Exercise details
Faithfully repeat each entry below, minus the pictures.

(Dataset entries)
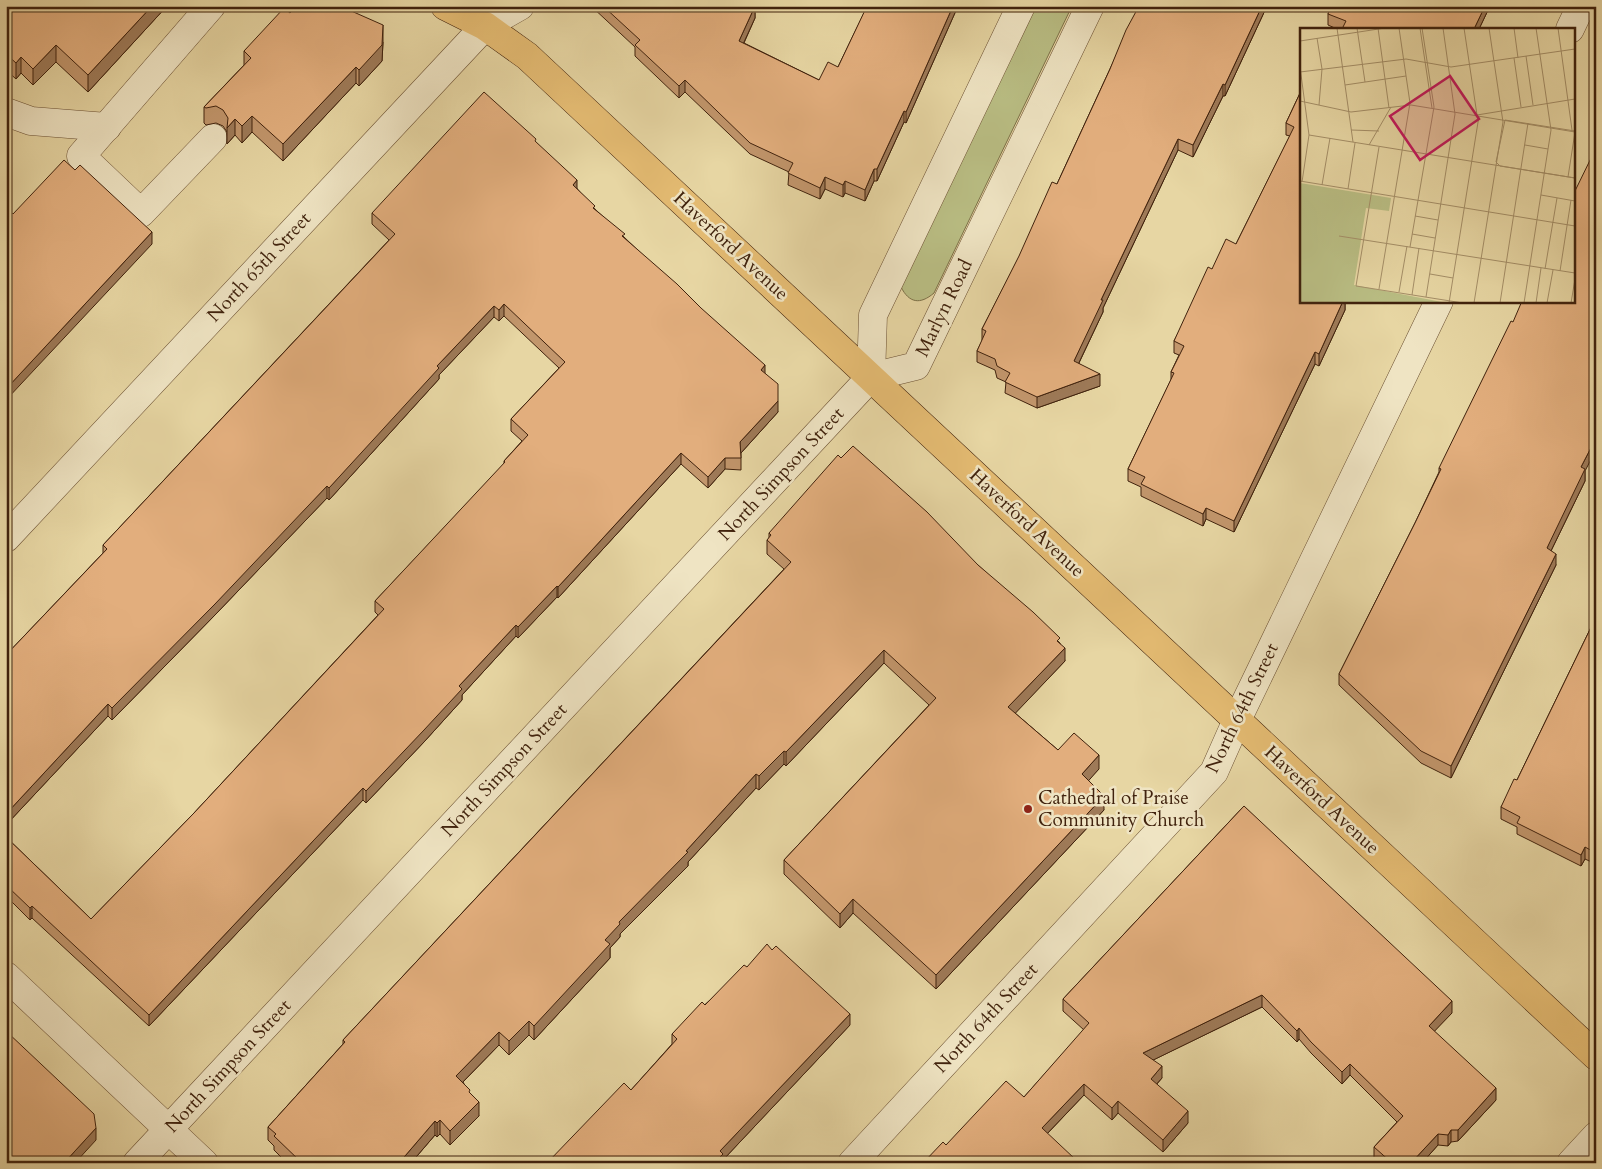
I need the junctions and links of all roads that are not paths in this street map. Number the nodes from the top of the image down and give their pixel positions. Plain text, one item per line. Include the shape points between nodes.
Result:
1 (212, 6) edge
2 (445, 6) edge
3 (520, 6) edge
4 (1021, 6) edge
5 (1090, 6) edge
6 (1581, 6) edge
7 (485, 26) junction
8 (1570, 28) edge
9 (6, 112) edge
10 (107, 127) junction
11 (213, 138) dead end
12 (1439, 302) edge
13 (871, 377) junction
14 (6, 538) edge
15 (1237, 720) junction
16 (6, 976) edge
17 (1596, 1056) edge
18 (169, 1129) junction
19 (1596, 1136) edge
20 (138, 1163) edge
21 (204, 1163) edge
22 (852, 1163) edge
23 (1571, 1163) edge

1 - 10 street
2 - 7 main road, Haverford Avenue
3 - 7 street, North 65th Street
4 - 13 street via 873,315
5 - 13 street, Marlyn Road via 916,366
6 - 8 street
7 - 13 main road, Haverford Avenue via 528,56
7 - 14 street, North 65th Street
9 - 10 street via 31,121
10 - 11 street via 81,156 141,214
12 - 15 street, North 64th Street
13 - 15 main road, Haverford Avenue
13 - 18 street, North Simpson Street
15 - 17 main road, Haverford Avenue
15 - 22 street, North 64th Street via 1214,772
16 - 18 street
18 - 20 street, North Simpson Street
18 - 21 street
19 - 23 street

Exercise response
I need the junctions and links of all roads that are not paths in this street map. Number the nodes from the top of the image down and give their pixel positions. Plain text, one item per line. Include the shape points between nodes.
Result:
1 (212, 6) edge
2 (445, 6) edge
3 (520, 6) edge
4 (1021, 6) edge
5 (1090, 6) edge
6 (1581, 6) edge
7 (485, 26) junction
8 (1570, 28) edge
9 (6, 112) edge
10 (107, 127) junction
11 (213, 138) dead end
12 (1439, 302) edge
13 (871, 377) junction
14 (6, 538) edge
15 (1237, 720) junction
16 (6, 976) edge
17 (1596, 1056) edge
18 (169, 1129) junction
19 (1596, 1136) edge
20 (138, 1163) edge
21 (204, 1163) edge
22 (852, 1163) edge
23 (1571, 1163) edge

1 - 10 street
2 - 7 main road, Haverford Avenue
3 - 7 street, North 65th Street
4 - 13 street via 873,315
5 - 13 street, Marlyn Road via 916,366
6 - 8 street
7 - 13 main road, Haverford Avenue via 528,56
7 - 14 street, North 65th Street
9 - 10 street via 31,121
10 - 11 street via 81,156 141,214
12 - 15 street, North 64th Street
13 - 15 main road, Haverford Avenue
13 - 18 street, North Simpson Street
15 - 17 main road, Haverford Avenue
15 - 22 street, North 64th Street via 1214,772
16 - 18 street
18 - 20 street, North Simpson Street
18 - 21 street
19 - 23 street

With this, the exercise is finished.